Sundaram K1, Kumar N, Bardin CW.
Author information
Abstract
Many methods of contraception involve the use of drugs that affect the secretion of hormones essential for reproduction. Oestrogens and progestins have been used for contraction in women as inhibitors of gonadotrophin secretion and ovulation. Similarly, androgens must be used in methods of fertility control for men that block gonadotrophin secretion. Androgen supplementation currently involves large, frequent doses of testosterone esters that are associated with wide fluctuations of plasma testosterone levels. Hence, there is a need for an androgen preparation that provides appropriate, continuous replacement doses over long periods.
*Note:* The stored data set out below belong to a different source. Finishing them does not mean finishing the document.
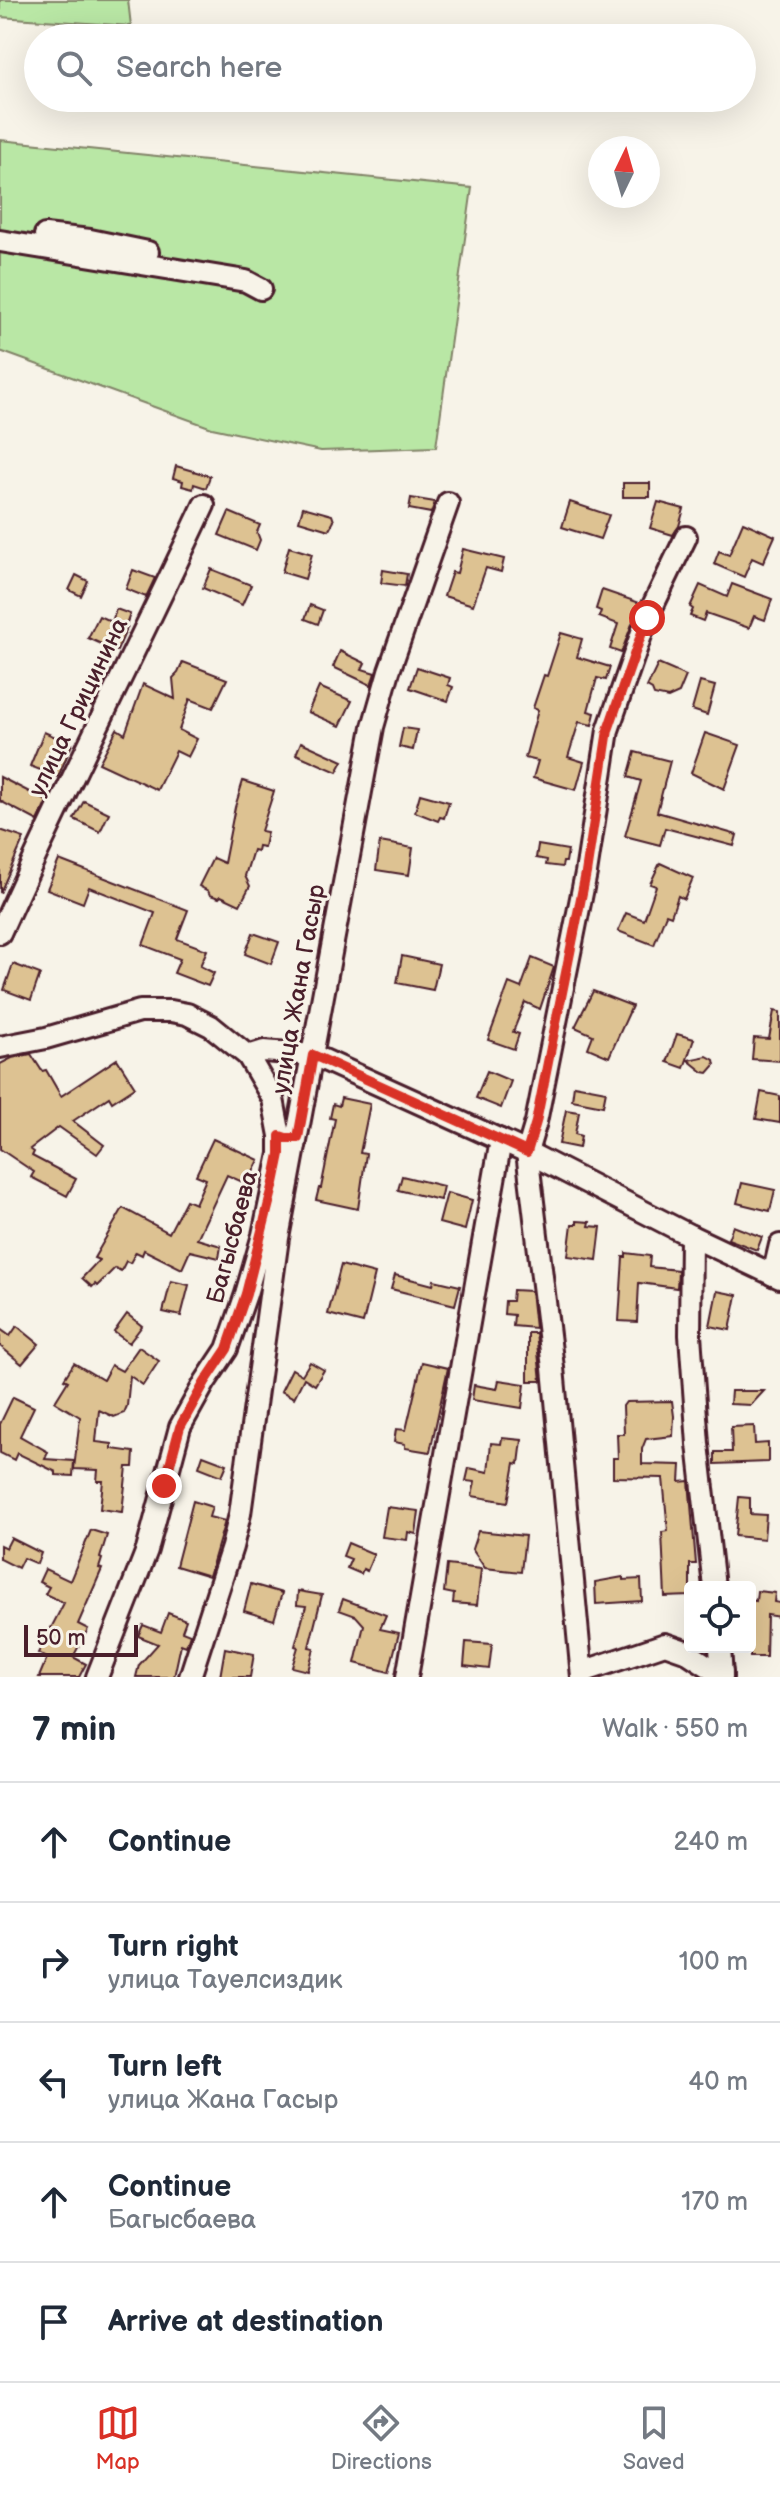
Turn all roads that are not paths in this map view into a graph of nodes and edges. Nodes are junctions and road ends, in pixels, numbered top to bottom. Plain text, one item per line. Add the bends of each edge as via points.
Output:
1 (0, 228) edge
2 (0, 241) edge
3 (219, 276) junction
4 (261, 289) dead end
5 (448, 503) dead end
6 (204, 505) dead end
7 (686, 537) dead end
8 (0, 933) edge
9 (0, 1047) edge
10 (313, 1055) junction
11 (248, 1056) junction
12 (289, 1137) junction
13 (501, 1140) junction
14 (527, 1152) junction
15 (270, 1236) junction
16 (691, 1236) junction
17 (780, 1245) edge
18 (776, 1276) edge
19 (229, 1342) junction
20 (262, 1347) junction
21 (713, 1581) edge
22 (720, 1653) edge
23 (582, 1674) edge
24 (722, 1674) edge
25 (97, 1677) edge
26 (190, 1677) edge
27 (407, 1677) edge

1 - 3 street via 157,253
2 - 3 street
3 - 4 street
5 - 10 street, улица Жана Гасыр via 373,727
6 - 8 street, улица Грицинина
7 - 14 street via 647,618 608,730 586,873
9 - 11 street, Багысбаева via 140,1011 171,1011 199,1018
10 - 11 street via 264,1051
10 - 12 street, улица Жана Гасыр
10 - 13 street
11 - 12 street, Багысбаева
12 - 15 street, Багысбаева via 280,1154
13 - 14 street
13 - 27 street
14 - 16 street
14 - 23 street
15 - 19 street, Багысбаева
15 - 20 street
16 - 18 street
16 - 21 street via 690,1335
17 - 18 street
19 - 20 street via 251,1338
19 - 25 street, Багысбаева via 180,1427 147,1550
20 - 26 street via 240,1514
22 - 24 street
23 - 24 street via 665,1644

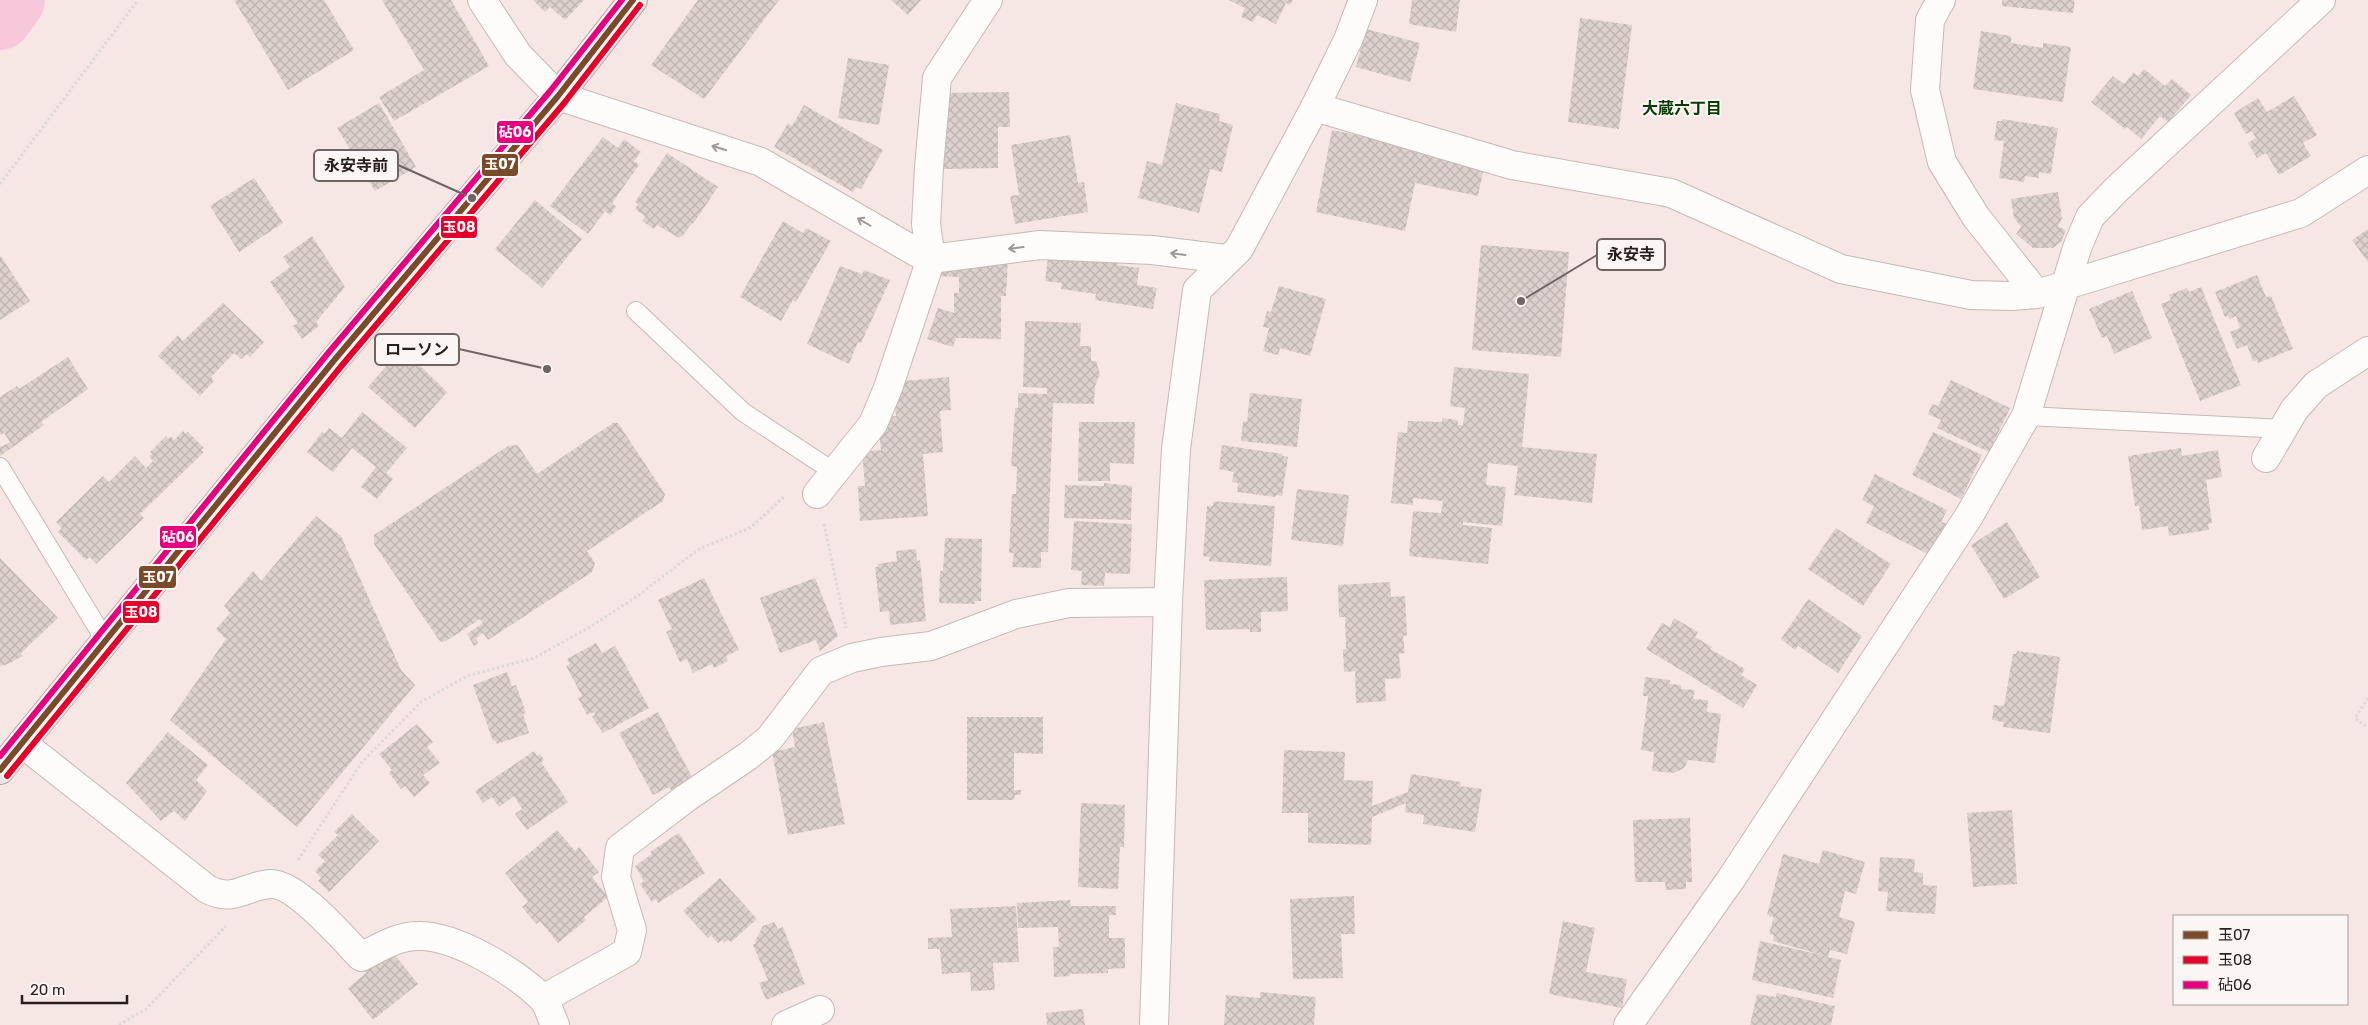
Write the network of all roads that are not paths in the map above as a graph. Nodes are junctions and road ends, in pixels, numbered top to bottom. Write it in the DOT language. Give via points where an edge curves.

To achieve this goal, 7 alpha-methyl-19-nortestosterone (MENT), a synthetic androgen that is considerably more potent than testosterone, is suitable. As a consequence, it is feasible to administer this androgen as a substitute for testosterone for 1 year by subdermal implants. Another important feature of MENT is that it does not undergo 5 alpha- reduction in prostate as does testosterone. As a consequence, a dose of MENT sufficient to maintain normal muscle mass and gonadotrophin secretion will not hyperstimulate the prostate because its action in this organ is not amplified as is that of testosterone. Thus, MENT can be administered to men with the assurance that it will be less prone to cause diseases of the prostate than testosterone.
CONCLUSIONS:
(i) MENT is the first androgen that has a health benefit compared to testosterone; (ii) MENT will be promoted as one component of a two-implant system for male contraception, the other component being an implant that will release an LHRH analogue; (iii) MENT has potential uses in patients with a variety of disorders, including hypogonadism, prostatic hyperplasia and muscle wasting.
PIP:
Androgens are needed in male fertility control methods to impede gonadotropin secretion. Large and frequent doses of testosterone esters are used to induce this effect, but these large and frequent doses are linked to wide fluctuations of plasma testosterone levels. Thus, men need a contraceptive that supplies effective, appropriate, continuous replacement doses over long periods. The synthetic androgen 7alpha-methyl-19-nortestosterone (MENT) can likely address this problem. Studies in primates, rats, and adult men show that it is much more potent than testosterone and can be administered via subdermal implants in effective amounts, which mimic physiologic doses and effects of testosterone, for 12 months. There will most likely be 2 subdermal implants, 1 releasing MENT and the other releasing a luteinizing hormone releasing hormone. Unlike testosterone, MENT is not reduced (5alpha-reduction) to a 5alpha-dihydrosteroid in the prostate. If MENT is administered in a dose sufficient to not disturb normal muscle mass and gonadotropin secretion, it will not hyperstimulate the prostate. Thus, it is less apt to cause benign prostatic hypertrophy and, possibly, prostate cancer than is testosterone. MENT is the first androgen to promote health (i.e., reduction of the incidence of prostate disease). Clinicians may also be able to use MENT to treat hypogonadism, prostatic hyperplasia, and muscle wasting.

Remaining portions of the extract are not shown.